● PROBLEM TO WORK ON:
Take every line in the entries that includes the word "lane" and copy it.
"""
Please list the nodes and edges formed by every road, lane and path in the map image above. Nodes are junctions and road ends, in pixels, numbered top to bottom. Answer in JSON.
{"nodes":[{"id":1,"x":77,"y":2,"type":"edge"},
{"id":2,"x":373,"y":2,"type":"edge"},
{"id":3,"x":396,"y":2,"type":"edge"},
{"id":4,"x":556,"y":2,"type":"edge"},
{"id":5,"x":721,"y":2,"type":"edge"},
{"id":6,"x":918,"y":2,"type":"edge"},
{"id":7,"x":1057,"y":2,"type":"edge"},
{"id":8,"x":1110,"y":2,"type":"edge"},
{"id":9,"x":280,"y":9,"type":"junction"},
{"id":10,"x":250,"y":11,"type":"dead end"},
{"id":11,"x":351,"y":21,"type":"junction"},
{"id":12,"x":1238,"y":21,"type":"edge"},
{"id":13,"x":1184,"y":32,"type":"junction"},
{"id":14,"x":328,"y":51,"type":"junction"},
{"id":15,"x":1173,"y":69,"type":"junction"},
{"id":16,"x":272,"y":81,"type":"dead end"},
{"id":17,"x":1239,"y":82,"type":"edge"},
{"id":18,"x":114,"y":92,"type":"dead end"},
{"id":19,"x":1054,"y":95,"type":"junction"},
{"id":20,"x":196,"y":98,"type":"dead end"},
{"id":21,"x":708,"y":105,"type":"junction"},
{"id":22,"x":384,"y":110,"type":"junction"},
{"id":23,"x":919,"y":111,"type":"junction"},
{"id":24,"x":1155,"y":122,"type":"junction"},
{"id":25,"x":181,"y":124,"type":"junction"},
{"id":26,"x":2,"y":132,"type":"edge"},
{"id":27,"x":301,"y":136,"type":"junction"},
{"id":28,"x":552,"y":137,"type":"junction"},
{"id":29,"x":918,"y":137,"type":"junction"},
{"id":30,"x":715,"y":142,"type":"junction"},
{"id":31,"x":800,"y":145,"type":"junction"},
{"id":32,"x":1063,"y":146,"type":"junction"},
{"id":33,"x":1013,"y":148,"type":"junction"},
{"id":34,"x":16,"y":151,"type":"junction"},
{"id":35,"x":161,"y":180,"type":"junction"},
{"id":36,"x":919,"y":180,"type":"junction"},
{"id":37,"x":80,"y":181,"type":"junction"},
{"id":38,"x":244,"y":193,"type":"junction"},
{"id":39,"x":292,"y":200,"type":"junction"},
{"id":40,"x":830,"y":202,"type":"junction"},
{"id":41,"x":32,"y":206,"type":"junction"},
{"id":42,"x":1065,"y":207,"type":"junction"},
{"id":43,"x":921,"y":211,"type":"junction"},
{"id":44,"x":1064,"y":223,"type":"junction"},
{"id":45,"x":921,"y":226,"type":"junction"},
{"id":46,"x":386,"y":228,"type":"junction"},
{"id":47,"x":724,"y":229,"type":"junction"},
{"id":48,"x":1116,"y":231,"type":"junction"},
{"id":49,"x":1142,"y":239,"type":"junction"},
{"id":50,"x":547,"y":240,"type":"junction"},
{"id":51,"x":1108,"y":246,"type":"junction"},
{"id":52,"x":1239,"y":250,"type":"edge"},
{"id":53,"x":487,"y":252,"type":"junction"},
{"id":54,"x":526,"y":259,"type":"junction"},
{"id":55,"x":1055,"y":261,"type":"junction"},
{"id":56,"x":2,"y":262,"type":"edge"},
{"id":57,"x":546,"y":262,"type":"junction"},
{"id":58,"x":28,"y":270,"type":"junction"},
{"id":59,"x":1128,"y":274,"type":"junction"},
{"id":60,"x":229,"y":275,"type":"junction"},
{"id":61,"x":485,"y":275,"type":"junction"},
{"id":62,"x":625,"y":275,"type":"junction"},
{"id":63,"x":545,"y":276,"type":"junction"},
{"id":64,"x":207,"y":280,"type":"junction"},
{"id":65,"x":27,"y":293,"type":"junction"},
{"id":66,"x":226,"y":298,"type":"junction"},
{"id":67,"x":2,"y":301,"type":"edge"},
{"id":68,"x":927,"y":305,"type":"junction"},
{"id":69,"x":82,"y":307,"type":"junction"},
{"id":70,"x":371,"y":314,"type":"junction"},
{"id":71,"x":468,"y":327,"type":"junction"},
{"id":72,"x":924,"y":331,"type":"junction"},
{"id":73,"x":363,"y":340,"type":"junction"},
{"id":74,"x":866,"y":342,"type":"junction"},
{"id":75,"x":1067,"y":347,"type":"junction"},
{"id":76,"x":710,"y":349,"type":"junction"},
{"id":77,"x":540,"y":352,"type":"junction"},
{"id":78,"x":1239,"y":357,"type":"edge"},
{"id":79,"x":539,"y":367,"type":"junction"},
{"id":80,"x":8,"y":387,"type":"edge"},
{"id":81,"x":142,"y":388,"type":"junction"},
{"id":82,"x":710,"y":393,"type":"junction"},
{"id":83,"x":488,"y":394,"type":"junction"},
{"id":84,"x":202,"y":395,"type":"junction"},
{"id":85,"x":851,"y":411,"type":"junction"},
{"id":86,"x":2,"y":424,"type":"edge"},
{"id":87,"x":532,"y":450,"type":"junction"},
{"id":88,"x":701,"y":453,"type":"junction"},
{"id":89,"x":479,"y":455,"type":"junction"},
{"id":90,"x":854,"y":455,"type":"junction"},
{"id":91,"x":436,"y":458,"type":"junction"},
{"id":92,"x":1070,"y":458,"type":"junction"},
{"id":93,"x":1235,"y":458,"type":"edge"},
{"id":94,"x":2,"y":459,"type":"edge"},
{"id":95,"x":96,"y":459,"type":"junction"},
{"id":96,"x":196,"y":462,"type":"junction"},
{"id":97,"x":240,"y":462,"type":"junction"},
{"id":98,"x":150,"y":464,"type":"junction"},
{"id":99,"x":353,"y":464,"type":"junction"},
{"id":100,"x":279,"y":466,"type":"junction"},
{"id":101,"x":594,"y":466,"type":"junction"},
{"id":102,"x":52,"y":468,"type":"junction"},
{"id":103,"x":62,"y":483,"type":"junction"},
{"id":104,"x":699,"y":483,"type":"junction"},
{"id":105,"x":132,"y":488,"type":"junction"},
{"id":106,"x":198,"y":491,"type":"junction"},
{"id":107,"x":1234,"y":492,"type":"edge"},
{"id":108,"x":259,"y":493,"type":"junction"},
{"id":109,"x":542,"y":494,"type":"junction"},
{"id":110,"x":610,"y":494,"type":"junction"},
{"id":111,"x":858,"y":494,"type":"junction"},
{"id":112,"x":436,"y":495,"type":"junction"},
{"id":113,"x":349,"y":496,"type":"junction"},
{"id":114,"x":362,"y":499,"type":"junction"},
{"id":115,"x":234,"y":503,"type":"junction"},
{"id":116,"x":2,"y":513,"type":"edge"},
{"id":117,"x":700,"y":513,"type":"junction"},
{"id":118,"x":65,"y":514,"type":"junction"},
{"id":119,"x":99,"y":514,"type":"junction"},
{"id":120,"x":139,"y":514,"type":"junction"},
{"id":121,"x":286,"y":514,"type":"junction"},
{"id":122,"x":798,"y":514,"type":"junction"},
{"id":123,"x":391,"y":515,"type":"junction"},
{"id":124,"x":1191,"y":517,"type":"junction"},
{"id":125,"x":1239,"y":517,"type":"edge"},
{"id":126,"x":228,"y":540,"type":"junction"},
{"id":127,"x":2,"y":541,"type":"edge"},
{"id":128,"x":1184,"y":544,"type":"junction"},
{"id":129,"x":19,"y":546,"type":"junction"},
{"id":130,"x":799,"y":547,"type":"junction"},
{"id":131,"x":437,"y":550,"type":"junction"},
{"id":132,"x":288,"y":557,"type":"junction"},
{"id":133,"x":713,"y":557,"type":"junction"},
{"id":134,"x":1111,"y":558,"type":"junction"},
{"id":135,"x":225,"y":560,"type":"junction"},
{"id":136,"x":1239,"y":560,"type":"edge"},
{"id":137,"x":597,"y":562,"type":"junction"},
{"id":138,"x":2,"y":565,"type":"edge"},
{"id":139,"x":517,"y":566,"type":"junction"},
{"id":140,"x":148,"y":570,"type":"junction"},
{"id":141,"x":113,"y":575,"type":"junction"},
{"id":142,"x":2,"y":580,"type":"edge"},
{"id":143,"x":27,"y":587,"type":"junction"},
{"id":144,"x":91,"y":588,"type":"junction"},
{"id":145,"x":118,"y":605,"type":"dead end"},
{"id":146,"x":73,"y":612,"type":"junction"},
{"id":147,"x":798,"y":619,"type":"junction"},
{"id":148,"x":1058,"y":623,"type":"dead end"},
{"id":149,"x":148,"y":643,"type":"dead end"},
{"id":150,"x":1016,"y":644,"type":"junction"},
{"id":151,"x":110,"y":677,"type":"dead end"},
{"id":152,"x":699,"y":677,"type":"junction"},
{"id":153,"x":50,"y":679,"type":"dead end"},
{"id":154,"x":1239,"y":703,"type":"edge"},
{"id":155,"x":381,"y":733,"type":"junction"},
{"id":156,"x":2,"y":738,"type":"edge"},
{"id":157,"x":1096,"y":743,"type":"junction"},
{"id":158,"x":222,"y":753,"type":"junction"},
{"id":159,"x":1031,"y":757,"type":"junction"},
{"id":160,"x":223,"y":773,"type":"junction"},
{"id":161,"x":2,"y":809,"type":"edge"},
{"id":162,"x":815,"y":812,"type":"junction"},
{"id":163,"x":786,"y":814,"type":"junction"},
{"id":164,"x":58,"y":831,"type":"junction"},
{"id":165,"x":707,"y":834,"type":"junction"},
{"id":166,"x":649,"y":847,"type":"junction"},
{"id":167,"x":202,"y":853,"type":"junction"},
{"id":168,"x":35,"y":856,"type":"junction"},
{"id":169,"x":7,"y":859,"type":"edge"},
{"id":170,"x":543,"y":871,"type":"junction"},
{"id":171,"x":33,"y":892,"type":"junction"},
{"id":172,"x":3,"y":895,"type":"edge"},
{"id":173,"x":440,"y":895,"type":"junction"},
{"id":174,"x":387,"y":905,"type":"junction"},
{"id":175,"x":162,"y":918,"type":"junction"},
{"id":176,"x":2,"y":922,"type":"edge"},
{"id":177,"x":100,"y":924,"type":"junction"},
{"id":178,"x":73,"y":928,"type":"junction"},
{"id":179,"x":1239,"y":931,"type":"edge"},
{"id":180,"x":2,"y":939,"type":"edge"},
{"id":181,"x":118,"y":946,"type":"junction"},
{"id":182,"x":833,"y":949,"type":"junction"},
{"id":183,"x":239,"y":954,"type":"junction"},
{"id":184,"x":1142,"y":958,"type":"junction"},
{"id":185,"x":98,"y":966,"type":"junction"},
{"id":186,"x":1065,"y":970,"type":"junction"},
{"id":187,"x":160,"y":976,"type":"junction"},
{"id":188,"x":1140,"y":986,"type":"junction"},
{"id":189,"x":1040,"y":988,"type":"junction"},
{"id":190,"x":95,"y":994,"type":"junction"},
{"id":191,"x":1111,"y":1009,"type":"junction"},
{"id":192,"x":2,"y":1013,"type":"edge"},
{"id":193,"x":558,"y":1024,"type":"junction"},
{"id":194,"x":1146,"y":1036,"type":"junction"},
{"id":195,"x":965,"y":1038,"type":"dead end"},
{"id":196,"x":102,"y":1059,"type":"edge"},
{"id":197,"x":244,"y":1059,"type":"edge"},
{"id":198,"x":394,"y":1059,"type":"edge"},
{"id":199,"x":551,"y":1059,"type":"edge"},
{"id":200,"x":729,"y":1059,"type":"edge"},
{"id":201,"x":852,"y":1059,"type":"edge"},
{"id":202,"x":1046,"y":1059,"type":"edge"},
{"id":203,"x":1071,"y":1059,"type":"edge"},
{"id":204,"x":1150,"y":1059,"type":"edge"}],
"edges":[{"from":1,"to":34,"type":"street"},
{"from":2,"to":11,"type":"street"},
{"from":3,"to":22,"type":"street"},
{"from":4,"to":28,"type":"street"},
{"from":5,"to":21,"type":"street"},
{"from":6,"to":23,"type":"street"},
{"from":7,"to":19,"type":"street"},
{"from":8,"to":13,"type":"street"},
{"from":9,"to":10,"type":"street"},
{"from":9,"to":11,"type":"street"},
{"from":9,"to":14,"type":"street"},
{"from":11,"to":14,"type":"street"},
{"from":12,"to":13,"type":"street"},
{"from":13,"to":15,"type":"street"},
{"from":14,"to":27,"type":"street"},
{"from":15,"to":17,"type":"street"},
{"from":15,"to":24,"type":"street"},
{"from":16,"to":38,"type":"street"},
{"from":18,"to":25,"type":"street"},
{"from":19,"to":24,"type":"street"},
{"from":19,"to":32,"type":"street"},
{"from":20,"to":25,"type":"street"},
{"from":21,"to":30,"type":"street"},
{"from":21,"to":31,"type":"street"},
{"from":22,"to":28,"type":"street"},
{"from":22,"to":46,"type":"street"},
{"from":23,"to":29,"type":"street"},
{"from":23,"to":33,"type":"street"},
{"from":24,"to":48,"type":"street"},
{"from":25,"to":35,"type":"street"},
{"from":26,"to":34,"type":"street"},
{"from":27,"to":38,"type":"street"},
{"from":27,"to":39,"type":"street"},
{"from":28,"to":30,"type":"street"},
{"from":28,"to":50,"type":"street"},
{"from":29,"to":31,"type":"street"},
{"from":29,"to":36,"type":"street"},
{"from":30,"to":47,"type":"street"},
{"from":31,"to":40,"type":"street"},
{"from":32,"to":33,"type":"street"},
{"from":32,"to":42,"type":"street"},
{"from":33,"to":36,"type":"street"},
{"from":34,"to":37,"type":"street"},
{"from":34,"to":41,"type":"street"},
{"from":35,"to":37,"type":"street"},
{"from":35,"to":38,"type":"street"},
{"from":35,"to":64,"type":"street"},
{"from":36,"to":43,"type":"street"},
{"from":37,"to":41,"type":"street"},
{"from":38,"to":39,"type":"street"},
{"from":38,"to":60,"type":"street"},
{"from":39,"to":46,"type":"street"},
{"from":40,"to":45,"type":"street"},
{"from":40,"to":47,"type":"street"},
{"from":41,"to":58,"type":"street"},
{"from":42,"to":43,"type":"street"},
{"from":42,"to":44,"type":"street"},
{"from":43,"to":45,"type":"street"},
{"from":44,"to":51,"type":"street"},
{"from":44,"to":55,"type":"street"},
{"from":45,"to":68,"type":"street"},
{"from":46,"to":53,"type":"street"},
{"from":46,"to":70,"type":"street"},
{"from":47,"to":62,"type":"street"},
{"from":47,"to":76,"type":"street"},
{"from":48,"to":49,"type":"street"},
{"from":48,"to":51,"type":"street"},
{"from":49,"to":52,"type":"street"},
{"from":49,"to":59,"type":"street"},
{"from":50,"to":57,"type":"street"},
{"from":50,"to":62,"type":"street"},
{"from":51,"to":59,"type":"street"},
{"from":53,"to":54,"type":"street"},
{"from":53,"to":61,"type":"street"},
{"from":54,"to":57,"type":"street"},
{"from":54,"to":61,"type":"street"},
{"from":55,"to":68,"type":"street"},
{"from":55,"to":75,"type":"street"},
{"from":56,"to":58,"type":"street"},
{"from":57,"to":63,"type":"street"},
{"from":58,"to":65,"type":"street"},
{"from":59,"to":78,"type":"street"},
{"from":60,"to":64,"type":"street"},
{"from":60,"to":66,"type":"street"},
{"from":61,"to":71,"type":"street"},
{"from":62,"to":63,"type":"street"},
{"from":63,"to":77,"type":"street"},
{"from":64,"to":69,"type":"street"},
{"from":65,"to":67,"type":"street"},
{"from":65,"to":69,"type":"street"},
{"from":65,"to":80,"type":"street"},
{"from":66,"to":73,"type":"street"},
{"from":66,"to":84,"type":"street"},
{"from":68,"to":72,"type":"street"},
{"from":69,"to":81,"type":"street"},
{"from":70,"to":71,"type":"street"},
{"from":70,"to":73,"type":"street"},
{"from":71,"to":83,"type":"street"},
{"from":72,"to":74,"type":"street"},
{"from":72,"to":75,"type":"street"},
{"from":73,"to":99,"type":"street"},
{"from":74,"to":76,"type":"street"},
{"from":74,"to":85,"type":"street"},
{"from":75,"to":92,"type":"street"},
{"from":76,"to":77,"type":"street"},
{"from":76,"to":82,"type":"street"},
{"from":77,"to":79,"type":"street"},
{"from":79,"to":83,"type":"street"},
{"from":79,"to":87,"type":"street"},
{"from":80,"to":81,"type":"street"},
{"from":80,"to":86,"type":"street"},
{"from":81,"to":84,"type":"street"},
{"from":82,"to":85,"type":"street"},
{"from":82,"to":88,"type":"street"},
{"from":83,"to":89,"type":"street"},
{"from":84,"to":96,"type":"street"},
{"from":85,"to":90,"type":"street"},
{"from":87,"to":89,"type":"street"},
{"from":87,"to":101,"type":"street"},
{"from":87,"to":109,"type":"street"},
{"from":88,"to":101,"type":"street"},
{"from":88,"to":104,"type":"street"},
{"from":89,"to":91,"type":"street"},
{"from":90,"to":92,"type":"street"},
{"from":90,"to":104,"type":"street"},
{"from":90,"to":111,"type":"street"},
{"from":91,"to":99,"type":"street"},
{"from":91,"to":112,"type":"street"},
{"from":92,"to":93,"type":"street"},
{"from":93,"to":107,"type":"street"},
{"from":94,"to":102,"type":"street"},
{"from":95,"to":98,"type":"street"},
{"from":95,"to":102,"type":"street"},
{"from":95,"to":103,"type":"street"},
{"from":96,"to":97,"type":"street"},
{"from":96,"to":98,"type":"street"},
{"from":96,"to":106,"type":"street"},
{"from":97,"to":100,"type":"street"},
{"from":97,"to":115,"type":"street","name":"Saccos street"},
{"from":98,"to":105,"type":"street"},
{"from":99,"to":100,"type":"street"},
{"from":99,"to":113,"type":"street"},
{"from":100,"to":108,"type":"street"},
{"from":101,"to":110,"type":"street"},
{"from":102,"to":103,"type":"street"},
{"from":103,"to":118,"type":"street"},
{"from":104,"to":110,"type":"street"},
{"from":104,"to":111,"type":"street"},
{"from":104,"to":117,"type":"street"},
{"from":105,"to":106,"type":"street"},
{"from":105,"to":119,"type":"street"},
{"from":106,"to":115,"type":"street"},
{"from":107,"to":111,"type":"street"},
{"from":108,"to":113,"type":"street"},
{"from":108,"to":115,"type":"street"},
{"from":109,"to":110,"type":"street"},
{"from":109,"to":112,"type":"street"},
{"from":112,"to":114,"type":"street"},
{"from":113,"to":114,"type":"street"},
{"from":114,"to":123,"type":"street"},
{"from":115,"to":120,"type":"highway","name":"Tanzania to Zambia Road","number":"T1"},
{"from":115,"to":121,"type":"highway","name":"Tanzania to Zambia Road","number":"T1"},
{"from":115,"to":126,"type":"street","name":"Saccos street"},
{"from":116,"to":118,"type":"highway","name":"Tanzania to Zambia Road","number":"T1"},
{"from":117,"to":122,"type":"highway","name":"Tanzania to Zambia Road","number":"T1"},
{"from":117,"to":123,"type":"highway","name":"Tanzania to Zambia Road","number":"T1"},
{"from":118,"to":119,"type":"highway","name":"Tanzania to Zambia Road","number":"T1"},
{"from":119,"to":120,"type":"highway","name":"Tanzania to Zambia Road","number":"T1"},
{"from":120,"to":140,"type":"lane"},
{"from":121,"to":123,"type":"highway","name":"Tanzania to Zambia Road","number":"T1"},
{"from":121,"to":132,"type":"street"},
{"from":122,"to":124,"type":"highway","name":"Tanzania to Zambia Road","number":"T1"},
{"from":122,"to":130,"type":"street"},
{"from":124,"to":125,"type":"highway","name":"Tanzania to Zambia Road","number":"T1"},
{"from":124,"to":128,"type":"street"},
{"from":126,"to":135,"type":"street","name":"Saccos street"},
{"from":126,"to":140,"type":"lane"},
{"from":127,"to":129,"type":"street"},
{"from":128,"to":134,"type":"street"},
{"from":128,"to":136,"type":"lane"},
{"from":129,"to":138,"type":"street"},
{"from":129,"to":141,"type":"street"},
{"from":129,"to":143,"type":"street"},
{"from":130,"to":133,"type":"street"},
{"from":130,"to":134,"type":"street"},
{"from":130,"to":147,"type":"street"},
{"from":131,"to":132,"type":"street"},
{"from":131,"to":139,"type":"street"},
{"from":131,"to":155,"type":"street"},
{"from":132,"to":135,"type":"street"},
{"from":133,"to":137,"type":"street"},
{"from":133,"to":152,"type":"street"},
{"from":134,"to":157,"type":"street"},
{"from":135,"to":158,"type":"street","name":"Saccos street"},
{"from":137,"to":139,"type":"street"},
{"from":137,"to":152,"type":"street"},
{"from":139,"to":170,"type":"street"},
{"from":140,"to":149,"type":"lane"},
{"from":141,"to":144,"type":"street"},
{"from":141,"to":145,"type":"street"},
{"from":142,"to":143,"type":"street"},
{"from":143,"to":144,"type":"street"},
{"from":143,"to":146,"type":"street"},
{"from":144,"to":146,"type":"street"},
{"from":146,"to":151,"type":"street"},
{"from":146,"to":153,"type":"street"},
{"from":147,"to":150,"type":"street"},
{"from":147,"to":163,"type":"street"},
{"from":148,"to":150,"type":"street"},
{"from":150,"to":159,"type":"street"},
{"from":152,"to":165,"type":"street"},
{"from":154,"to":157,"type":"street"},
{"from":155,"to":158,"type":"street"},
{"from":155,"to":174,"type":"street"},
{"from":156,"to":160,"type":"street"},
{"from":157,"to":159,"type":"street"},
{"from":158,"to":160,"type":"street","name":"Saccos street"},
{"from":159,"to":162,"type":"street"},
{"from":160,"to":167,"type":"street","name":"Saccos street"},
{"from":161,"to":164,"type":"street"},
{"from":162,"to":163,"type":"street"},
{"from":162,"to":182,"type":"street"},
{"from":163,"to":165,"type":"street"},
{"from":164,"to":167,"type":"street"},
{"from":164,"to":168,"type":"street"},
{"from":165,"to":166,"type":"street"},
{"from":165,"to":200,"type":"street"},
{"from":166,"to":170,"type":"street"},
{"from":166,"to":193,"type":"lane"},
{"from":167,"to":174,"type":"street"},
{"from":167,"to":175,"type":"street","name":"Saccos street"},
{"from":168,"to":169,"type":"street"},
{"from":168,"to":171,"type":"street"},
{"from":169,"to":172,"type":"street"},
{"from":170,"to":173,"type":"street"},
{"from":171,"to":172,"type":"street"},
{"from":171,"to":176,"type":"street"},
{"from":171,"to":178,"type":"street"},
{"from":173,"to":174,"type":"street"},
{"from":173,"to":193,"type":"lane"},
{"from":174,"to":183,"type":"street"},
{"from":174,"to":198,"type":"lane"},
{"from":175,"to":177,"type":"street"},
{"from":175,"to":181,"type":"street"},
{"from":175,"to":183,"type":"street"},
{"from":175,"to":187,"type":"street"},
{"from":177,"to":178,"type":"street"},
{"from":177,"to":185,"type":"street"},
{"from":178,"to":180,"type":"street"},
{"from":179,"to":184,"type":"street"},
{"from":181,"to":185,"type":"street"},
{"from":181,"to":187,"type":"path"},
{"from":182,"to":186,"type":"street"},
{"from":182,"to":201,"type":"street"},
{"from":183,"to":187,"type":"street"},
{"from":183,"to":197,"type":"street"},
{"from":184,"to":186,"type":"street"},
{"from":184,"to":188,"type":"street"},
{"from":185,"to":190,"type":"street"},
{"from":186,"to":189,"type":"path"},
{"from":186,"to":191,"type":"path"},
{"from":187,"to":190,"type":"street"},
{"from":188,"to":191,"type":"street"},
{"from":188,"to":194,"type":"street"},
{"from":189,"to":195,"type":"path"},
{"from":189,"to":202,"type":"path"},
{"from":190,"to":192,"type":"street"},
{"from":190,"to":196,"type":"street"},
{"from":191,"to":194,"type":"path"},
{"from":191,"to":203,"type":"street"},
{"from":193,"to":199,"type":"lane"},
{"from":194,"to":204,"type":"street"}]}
"""
● EXERCISE RESPONSE:
Please list the nodes and edges formed by every road, lane and path in the map image above. Nodes are junctions and road ends, in pixels, numbered top to bottom. Answer in JSON.
{"from":120,"to":140,"type":"lane"},
{"from":126,"to":140,"type":"lane"},
{"from":128,"to":136,"type":"lane"},
{"from":140,"to":149,"type":"lane"},
{"from":166,"to":193,"type":"lane"},
{"from":173,"to":193,"type":"lane"},
{"from":174,"to":198,"type":"lane"},
{"from":193,"to":199,"type":"lane"},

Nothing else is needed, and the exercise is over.